* [TASK INSTRUCTIONS]
Search the data for the string "solid" and copy each line in which it appears.

* [DATA LISTING]
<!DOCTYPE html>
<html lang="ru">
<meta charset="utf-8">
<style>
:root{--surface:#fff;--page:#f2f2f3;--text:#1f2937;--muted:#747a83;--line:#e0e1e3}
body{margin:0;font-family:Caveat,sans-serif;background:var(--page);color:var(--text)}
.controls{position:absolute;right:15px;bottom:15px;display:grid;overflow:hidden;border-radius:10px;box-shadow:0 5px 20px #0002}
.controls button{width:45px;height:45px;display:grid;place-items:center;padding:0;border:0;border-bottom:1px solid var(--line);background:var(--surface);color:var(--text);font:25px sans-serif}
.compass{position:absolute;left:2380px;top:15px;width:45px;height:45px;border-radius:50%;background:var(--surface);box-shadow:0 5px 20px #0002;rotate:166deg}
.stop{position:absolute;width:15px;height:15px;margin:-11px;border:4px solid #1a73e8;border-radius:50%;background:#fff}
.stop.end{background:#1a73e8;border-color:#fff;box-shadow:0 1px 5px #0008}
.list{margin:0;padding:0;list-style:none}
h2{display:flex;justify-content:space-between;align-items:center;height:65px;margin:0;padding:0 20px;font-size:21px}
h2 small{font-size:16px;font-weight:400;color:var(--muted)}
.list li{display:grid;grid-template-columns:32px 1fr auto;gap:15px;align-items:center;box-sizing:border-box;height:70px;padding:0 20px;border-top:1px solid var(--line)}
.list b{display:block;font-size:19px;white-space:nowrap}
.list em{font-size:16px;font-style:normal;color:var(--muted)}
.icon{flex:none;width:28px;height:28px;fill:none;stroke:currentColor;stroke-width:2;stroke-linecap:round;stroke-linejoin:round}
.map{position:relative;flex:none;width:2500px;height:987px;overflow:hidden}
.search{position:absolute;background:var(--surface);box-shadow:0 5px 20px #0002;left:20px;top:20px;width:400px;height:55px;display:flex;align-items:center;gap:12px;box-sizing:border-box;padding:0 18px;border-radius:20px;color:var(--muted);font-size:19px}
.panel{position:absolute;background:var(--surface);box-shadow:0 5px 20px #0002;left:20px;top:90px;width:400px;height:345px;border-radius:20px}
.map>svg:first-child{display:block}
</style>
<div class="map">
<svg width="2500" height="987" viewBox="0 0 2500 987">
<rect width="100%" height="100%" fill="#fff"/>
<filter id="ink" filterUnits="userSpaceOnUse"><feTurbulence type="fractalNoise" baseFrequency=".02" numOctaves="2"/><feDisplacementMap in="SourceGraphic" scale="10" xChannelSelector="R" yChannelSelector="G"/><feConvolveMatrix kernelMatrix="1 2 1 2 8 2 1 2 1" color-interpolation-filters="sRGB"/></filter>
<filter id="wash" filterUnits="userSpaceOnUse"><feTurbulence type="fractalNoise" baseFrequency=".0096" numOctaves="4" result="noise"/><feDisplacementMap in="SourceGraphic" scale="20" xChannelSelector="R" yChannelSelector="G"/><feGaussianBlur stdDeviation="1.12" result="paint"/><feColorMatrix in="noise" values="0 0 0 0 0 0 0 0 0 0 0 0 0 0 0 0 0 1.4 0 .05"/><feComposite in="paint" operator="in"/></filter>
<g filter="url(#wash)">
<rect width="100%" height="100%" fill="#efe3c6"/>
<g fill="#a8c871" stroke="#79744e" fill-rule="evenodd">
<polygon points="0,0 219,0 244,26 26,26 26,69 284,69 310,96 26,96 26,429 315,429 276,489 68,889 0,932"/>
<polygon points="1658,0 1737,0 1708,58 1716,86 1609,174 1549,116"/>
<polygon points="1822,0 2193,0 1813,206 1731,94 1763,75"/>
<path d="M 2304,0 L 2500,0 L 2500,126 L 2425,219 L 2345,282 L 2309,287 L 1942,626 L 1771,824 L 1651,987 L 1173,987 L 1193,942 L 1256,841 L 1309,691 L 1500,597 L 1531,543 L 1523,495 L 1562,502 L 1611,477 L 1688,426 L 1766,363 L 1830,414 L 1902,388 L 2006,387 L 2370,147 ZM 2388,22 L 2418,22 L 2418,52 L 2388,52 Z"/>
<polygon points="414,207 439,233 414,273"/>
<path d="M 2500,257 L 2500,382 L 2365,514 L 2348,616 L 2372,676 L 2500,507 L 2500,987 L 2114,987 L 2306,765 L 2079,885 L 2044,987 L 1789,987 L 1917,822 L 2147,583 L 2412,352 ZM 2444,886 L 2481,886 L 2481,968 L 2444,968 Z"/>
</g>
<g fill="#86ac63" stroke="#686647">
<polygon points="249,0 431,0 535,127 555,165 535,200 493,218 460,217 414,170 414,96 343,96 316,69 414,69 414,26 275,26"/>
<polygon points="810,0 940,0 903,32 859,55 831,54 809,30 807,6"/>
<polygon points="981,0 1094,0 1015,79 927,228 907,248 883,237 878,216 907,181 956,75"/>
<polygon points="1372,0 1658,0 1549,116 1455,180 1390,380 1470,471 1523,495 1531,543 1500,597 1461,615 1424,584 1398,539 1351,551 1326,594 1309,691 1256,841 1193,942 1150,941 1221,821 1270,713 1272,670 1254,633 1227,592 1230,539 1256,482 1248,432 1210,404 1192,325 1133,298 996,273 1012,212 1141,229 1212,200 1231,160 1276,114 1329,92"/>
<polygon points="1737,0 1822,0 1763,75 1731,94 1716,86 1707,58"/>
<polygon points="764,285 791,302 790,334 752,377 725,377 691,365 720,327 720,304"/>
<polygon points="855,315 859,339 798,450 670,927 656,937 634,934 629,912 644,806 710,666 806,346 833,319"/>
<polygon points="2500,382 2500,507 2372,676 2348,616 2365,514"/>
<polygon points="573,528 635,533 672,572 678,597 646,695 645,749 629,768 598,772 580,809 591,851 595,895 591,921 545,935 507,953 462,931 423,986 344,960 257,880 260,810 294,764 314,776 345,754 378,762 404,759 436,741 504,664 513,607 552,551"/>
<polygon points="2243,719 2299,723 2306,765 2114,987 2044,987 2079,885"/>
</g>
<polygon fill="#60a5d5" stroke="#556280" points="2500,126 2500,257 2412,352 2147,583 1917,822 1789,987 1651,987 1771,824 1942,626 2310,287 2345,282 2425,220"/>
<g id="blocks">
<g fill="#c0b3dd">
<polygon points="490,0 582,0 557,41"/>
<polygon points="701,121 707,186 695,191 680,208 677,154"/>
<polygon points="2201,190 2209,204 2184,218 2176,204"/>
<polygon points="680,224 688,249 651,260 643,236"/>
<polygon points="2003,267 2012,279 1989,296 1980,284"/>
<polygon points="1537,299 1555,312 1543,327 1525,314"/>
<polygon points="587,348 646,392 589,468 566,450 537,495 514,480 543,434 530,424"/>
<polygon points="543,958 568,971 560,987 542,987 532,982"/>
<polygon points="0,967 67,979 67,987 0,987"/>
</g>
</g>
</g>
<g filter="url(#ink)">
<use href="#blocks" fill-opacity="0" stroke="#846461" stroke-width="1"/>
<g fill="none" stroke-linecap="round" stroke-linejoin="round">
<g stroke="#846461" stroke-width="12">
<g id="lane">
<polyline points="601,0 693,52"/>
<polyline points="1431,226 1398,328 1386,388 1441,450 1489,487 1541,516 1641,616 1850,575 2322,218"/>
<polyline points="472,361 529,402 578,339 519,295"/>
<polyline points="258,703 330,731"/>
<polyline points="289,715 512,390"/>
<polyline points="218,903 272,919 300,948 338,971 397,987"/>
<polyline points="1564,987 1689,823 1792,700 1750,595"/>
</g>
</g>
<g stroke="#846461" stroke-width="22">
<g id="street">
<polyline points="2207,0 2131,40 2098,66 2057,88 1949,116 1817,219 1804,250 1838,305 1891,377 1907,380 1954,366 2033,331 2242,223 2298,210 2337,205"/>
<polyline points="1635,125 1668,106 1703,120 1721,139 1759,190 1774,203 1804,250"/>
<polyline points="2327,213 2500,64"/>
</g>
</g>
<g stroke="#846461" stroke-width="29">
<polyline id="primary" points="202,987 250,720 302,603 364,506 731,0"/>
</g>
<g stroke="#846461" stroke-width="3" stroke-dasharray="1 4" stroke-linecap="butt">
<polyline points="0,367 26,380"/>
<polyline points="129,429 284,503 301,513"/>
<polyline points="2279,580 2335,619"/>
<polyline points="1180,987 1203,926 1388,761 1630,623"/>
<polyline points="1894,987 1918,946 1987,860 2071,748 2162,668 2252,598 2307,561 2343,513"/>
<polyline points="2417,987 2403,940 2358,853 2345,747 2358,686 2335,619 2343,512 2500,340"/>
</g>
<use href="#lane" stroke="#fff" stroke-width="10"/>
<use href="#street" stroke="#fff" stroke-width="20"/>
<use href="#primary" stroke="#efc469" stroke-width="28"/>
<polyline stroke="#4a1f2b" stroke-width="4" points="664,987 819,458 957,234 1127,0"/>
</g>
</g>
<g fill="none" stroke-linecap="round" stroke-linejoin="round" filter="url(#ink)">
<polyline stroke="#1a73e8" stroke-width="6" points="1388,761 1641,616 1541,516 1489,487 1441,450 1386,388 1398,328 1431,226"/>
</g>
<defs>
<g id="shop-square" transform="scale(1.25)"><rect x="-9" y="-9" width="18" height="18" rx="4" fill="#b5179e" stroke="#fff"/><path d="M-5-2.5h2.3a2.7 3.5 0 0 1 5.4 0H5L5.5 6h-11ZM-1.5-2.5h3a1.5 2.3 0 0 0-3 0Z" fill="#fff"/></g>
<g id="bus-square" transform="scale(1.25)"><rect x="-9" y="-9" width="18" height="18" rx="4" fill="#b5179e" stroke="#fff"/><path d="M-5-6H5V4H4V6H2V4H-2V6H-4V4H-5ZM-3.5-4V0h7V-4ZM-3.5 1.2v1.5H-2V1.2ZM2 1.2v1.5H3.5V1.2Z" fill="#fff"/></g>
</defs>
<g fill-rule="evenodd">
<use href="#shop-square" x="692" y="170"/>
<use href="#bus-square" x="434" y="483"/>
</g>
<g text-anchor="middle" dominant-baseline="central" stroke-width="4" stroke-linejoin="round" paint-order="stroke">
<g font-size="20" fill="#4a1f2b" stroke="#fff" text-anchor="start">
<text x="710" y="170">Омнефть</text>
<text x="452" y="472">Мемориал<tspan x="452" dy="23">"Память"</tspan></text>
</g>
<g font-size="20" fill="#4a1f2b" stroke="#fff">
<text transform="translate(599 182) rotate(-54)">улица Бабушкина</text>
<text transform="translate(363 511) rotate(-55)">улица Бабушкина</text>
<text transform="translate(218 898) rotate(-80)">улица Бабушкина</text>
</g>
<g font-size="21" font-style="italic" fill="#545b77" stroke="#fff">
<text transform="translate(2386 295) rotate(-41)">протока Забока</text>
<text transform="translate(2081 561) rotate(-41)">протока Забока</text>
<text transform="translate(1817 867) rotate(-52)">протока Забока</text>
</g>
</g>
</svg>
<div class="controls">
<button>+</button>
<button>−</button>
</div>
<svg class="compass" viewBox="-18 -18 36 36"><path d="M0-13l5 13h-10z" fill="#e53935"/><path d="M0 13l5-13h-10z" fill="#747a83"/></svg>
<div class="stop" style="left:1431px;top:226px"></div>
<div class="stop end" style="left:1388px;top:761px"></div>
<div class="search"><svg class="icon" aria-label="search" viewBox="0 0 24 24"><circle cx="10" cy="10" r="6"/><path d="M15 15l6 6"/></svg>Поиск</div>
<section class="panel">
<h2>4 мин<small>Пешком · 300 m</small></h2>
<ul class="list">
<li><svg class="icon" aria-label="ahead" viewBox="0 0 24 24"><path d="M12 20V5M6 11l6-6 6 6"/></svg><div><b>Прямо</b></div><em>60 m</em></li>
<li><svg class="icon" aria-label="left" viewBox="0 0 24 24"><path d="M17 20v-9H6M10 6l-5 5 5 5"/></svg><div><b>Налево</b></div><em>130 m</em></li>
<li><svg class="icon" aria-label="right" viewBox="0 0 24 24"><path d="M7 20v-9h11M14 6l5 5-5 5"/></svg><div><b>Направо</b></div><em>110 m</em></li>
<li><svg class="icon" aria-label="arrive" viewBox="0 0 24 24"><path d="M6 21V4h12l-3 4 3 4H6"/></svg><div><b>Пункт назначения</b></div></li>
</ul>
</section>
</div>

...

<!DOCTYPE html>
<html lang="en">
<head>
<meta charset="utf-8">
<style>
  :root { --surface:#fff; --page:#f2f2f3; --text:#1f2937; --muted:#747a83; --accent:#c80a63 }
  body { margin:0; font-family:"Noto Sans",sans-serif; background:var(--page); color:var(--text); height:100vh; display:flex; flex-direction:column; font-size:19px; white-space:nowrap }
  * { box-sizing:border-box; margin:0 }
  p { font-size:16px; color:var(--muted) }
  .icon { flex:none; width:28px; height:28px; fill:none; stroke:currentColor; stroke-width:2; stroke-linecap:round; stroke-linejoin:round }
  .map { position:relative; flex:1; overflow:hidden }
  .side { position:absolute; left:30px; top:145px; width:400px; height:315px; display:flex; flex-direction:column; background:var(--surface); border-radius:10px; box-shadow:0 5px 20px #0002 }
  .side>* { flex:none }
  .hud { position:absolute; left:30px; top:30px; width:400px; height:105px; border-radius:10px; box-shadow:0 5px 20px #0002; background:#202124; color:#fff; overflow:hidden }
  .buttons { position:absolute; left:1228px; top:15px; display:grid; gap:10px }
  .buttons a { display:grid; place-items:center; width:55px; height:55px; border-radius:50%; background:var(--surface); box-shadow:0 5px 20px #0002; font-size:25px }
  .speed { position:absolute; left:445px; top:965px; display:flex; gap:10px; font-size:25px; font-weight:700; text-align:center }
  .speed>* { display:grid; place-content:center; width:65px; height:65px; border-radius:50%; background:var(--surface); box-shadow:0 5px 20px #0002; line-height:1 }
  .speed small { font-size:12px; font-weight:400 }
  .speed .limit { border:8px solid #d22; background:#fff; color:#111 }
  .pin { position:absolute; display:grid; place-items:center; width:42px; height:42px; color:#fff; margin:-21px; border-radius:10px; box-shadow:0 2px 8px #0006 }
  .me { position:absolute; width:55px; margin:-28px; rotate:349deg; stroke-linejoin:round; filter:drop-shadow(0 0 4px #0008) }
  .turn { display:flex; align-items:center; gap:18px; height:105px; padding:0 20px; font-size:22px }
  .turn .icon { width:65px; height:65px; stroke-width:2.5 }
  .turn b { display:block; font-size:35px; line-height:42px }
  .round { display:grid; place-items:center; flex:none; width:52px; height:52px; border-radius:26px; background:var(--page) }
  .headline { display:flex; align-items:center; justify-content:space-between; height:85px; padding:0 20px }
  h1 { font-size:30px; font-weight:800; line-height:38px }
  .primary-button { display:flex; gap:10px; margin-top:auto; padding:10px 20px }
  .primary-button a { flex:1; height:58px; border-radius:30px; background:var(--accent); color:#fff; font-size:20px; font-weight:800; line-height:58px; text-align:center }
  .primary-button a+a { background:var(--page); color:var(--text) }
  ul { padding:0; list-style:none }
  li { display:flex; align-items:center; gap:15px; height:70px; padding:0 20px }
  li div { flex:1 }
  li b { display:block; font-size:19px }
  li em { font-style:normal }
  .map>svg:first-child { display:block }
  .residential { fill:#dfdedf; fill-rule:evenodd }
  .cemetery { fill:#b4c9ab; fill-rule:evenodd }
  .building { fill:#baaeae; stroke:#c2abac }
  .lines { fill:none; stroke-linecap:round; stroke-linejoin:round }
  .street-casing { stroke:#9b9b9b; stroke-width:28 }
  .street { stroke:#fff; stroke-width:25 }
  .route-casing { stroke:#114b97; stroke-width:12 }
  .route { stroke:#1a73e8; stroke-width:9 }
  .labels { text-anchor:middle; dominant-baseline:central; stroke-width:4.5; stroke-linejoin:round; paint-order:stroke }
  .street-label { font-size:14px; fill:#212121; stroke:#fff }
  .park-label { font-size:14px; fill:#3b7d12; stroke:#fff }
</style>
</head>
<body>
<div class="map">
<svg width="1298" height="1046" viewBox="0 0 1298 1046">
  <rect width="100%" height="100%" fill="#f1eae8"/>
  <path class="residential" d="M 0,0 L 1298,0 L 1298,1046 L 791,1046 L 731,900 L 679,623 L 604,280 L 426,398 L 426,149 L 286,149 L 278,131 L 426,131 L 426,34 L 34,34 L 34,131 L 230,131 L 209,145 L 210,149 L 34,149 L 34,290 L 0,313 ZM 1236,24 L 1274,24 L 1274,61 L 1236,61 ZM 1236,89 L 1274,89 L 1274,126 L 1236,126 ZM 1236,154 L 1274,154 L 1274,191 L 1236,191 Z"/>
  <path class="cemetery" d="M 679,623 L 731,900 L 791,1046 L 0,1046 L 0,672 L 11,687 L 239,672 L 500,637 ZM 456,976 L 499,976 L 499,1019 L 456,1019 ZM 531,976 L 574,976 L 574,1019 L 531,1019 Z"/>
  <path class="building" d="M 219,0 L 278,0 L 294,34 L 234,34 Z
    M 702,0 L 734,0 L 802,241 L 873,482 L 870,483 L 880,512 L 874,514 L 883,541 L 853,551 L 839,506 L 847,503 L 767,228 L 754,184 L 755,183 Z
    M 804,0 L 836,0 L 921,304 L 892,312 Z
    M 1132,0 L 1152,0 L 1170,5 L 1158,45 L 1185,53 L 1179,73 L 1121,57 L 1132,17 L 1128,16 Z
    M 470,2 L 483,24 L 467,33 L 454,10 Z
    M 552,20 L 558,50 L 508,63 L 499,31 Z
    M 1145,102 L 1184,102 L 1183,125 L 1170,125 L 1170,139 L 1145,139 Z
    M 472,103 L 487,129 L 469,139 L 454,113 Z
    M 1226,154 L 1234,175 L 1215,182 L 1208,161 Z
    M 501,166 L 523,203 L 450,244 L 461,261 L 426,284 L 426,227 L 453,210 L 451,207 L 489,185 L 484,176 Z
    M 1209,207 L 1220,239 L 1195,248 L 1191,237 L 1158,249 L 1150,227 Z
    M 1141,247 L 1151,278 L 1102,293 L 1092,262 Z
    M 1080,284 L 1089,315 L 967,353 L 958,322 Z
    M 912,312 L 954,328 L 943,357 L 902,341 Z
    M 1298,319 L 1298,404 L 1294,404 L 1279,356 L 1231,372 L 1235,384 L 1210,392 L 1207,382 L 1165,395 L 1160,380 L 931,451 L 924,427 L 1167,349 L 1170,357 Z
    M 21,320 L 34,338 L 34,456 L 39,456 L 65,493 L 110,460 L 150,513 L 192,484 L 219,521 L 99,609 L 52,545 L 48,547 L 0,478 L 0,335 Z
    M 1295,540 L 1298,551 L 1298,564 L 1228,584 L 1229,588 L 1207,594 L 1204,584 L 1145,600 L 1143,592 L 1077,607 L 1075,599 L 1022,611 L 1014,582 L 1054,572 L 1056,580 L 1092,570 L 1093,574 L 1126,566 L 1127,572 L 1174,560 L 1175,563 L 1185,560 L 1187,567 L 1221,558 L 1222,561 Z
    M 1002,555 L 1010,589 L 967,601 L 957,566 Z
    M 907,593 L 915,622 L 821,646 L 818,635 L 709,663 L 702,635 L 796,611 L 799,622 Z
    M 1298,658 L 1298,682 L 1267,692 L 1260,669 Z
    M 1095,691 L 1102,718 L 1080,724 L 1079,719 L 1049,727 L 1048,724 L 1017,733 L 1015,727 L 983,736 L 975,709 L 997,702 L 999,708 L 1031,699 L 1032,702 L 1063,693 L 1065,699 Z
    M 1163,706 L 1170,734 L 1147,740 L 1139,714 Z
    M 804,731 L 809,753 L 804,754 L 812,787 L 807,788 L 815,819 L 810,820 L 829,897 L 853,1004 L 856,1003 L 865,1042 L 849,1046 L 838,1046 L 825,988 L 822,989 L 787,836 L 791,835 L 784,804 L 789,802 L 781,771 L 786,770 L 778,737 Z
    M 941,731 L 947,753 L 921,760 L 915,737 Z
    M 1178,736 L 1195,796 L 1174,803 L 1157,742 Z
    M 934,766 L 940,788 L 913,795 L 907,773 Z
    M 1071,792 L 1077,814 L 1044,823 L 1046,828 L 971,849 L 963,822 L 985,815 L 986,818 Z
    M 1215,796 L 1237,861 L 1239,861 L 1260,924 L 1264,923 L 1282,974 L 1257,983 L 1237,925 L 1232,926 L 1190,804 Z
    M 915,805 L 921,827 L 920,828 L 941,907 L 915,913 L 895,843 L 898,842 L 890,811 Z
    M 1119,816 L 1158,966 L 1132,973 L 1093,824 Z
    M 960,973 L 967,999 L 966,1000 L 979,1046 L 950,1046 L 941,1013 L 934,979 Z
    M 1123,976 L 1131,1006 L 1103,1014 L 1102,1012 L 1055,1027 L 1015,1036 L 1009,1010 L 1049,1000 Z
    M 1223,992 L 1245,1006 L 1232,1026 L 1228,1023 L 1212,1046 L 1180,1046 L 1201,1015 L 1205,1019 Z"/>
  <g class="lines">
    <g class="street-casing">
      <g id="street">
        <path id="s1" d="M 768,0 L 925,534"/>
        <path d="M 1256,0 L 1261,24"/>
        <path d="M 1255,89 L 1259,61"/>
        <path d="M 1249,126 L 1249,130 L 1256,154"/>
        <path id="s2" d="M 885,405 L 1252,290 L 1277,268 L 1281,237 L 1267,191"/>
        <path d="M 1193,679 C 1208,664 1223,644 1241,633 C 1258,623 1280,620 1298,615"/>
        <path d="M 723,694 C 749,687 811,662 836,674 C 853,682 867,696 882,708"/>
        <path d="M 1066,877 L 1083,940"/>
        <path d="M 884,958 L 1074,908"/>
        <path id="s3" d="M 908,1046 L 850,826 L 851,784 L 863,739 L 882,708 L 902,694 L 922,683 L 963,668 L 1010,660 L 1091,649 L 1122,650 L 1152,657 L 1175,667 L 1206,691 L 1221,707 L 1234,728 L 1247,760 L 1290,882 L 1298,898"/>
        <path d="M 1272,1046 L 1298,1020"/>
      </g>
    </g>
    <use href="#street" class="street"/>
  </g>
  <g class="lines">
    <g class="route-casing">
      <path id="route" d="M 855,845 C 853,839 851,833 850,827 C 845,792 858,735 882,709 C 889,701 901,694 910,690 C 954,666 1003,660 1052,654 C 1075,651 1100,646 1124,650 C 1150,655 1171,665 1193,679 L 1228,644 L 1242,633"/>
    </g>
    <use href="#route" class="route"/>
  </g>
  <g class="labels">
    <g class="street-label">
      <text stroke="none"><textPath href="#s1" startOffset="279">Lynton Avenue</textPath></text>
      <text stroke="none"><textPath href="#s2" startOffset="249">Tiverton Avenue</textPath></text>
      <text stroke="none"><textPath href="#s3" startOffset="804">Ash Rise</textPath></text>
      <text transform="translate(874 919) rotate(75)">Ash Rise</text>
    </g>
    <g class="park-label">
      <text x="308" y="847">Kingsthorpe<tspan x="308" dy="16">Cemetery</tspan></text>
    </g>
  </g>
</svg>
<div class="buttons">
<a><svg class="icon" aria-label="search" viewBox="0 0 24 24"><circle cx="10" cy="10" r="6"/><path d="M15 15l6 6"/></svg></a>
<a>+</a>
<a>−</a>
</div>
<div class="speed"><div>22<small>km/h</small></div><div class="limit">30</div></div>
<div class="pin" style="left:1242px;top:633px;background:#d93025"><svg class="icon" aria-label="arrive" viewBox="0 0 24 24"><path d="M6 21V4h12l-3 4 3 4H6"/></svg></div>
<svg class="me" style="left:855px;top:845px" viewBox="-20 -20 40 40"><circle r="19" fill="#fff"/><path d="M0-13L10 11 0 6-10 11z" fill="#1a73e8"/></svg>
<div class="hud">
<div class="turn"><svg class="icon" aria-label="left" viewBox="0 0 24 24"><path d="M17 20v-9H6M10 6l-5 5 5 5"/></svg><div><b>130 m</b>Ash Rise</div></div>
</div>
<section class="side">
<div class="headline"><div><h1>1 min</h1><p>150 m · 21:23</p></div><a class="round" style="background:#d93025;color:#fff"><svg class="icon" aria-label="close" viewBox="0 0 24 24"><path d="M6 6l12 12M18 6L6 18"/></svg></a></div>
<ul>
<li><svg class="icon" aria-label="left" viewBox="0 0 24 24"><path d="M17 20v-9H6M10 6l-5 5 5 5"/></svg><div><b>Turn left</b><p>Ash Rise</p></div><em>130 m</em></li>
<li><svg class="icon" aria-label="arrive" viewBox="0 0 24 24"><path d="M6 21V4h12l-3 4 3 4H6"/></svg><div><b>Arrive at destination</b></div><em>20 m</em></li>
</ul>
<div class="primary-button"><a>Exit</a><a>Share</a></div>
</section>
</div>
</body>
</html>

* [ANSWER BOX]
.controls button{width:45px;height:45px;display:grid;place-items:center;padding:0;border:0;border-bottom:1px solid var(--line);background:var(--surface);color:var(--text);font:25px sans-serif}
.stop{position:absolute;width:15px;height:15px;margin:-11px;border:4px solid #1a73e8;border-radius:50%;background:#fff}
.list li{display:grid;grid-template-columns:32px 1fr auto;gap:15px;align-items:center;box-sizing:border-box;height:70px;padding:0 20px;border-top:1px solid var(--line)}
  .speed .limit { border:8px solid #d22; background:#fff; color:#111 }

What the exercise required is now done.